En Inde et en Afrique
On retrouve des rituels similaires. Au Malawi, les parents n’informent pas les fillettes de ce que sont les règles. C’est un sujet complètement tabou et ce sont les tantes qui apprennent aux jeunes filles à faire des serviettes hygiéniques dans des bouts de tissu. Ainsi, pour ces filles, l’arrivée des règles leur cause une grande incompréhension et les effraie. Elles n’ont pas non plus le droit de parler aux garçons pendant leurs menstruations.
En Bolivie
En Bolivie, on fait même croire aux jeunes filles que jeter leurs protections hygiéniques dans des poubelles communes peut leur causer des maladies et des cancers. Même les professeurs contribuent à cet enseignement. Enfin, en Afghanistan, on dit aux femmes que prendre une douche pendant leurs règles les rend stériles. En Iran, le tabou sur les règles est tel que près d’une écolière sur deux pense que les règles sont une maladie.

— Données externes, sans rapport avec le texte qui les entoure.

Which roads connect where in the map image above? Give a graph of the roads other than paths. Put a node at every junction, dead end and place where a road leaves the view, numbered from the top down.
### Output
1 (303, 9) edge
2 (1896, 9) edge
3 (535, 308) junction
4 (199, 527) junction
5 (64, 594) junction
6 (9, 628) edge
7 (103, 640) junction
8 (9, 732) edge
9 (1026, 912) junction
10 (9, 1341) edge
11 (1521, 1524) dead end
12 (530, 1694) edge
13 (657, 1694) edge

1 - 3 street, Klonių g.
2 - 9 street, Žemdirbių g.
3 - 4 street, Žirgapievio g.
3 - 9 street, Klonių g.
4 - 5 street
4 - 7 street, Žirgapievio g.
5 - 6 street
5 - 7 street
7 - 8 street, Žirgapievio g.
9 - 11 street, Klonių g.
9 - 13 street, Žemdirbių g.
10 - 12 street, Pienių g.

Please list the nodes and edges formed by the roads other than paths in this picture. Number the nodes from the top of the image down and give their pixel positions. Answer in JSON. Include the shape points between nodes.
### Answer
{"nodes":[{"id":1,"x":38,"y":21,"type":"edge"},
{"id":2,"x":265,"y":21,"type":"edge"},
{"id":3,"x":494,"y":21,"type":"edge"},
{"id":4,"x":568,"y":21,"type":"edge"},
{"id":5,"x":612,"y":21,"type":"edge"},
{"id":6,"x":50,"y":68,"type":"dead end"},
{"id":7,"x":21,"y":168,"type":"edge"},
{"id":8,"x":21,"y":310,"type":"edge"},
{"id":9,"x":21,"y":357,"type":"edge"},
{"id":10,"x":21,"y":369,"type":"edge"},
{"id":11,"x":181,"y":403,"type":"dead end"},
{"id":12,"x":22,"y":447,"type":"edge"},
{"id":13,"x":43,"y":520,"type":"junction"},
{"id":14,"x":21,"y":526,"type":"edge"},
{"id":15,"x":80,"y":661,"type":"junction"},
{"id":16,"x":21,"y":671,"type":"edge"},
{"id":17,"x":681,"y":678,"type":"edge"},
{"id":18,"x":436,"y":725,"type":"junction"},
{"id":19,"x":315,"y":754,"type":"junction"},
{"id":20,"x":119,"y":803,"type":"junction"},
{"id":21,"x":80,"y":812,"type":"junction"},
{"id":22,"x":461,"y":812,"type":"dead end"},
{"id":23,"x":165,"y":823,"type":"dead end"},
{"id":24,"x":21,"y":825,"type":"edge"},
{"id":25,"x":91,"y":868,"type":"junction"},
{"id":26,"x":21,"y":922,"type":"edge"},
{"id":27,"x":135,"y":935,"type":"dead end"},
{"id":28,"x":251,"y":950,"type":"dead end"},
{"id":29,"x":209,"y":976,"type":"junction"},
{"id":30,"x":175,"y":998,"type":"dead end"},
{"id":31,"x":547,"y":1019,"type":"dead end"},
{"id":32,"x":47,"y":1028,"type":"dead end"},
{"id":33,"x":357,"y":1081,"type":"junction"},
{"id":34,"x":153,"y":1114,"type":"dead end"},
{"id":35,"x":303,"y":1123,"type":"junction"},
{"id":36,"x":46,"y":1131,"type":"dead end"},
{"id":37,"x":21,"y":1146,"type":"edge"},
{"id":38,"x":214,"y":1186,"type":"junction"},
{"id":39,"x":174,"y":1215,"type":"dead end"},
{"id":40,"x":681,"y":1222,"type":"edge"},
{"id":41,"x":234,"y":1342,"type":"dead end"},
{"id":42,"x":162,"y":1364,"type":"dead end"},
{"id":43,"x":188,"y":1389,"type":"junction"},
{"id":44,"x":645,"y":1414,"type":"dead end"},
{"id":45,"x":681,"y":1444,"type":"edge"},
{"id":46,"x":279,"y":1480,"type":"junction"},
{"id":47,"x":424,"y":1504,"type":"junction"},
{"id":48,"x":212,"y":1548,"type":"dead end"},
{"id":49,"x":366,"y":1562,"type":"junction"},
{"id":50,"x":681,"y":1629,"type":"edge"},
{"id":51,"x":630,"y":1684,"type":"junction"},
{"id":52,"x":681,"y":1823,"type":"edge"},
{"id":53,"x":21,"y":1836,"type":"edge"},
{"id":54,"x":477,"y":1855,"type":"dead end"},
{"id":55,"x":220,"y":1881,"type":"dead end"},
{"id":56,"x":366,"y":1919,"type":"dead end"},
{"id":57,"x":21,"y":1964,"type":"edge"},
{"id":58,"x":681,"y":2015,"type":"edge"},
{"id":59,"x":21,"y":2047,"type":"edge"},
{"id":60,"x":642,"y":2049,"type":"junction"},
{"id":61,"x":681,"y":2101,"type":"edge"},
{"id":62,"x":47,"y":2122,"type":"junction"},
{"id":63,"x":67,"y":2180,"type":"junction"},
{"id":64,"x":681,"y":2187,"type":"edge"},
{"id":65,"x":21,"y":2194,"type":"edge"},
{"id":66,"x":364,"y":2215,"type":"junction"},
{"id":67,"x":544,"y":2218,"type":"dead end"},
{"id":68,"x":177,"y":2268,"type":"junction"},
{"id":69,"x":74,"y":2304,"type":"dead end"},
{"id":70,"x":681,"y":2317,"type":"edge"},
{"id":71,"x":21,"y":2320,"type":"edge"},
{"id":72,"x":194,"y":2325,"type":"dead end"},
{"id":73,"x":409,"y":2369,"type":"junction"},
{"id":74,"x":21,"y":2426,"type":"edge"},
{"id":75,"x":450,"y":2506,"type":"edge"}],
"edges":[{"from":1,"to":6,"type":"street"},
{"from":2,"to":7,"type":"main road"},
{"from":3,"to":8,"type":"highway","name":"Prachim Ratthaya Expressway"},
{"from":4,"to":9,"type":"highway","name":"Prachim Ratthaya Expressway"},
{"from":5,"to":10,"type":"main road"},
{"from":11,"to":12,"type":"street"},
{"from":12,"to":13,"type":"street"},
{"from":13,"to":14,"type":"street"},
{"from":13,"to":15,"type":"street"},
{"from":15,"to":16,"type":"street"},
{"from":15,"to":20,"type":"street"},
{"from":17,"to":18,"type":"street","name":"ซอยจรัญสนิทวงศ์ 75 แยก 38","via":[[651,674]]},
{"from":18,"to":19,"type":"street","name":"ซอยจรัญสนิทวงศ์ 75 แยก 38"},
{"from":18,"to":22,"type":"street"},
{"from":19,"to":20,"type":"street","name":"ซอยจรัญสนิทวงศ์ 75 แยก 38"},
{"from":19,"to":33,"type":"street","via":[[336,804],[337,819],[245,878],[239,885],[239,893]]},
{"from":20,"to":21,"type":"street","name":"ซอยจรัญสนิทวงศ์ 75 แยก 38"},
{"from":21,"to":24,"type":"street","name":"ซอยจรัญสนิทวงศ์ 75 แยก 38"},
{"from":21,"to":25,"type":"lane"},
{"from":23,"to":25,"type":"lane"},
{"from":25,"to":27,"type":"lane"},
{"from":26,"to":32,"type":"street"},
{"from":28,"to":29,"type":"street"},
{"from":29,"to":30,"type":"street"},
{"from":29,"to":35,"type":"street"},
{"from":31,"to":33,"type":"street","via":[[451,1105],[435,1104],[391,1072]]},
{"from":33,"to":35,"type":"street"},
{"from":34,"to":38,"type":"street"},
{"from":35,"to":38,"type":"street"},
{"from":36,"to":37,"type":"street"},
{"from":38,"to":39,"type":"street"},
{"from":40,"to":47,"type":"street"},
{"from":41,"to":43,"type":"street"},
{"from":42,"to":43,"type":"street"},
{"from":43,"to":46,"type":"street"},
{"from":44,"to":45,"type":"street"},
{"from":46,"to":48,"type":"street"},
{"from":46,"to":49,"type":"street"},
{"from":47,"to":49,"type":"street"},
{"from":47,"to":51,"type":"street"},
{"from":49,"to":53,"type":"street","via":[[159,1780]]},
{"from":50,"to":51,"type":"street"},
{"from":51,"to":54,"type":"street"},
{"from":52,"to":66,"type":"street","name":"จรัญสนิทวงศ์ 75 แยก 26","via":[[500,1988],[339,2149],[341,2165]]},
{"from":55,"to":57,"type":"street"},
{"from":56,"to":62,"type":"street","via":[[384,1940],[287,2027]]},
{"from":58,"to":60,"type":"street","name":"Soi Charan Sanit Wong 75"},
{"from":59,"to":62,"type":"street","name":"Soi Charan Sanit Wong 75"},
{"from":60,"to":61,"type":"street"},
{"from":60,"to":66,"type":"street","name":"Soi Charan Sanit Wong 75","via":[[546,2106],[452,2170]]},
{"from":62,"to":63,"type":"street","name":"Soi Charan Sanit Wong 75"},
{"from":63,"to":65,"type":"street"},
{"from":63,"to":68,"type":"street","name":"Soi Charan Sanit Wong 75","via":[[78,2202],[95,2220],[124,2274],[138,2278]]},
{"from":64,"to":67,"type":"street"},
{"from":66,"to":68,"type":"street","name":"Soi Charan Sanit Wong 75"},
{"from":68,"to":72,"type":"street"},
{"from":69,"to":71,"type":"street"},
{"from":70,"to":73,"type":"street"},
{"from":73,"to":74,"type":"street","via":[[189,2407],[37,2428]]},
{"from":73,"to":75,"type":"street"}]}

Les protections hygiéniques : un produit de luxe pour certaines femmes
Si vous achetez votre paquet de tampons ou votre coupe menstruelle comme votre baguette de pain, tout naturellement, sachez que c’est loin d’être le cas pour toutes les femmes. C’est même un privilège. Si, en Occident, les femmes sont déjà victimes de la taxe tampon, avoir ses règles dans le monde est loin d’être simple. Dans les pays du tiers-monde, de nombreuses femmes n’ont pas accès à des protections hygiéniques. Certaines utilisent des bouts de chiffon, de matelas, des feuilles ou de la terre. D’un point de vue sanitaire, c’est catastrophique : les infections sont fréquentes. Les règles sont également le deuxième facteur de déscolarisation dans le monde, après le mariage forcé. En Inde, au Kenya, au Bénin, ou encore au Népal, les jeunes filles ne peuvent se rendre à l’école pendant leurs règles en raison du manque de sanitaires. Mais c’est également le cas en Europe, comme au Royaume-Uni, et même en France. Les femmes et jeunes filles en situation de grande précarité ne peuvent souvent pas s’acheter de protection. Elles évitent donc l’école ou manquent des jours de travail. Tout cela car elles n’ont pas de sanitaire décent à disposition.
Les règles dans le monde : un facteur d’exclusion.
En somme, avoir ses règles est une facteur d’exclusion un peu partout dans le monde. La manière d’appréhender les menstruations creuse les inégalités hommes-femmes. Le Japon, la corée du Sud, Taïwan et la Zambie ont instauré des congés menstruels. La plupart des femmes ne le prennent pas de peur d’être mal perçues par leurs collègues. Les bannissements pendant les menstruations sont encore d’actualité dans bien des pays. Ces croyances et superstitions rendent non seulement les femmes vulnérables, mais entachent aussi fortement leur estime de soi.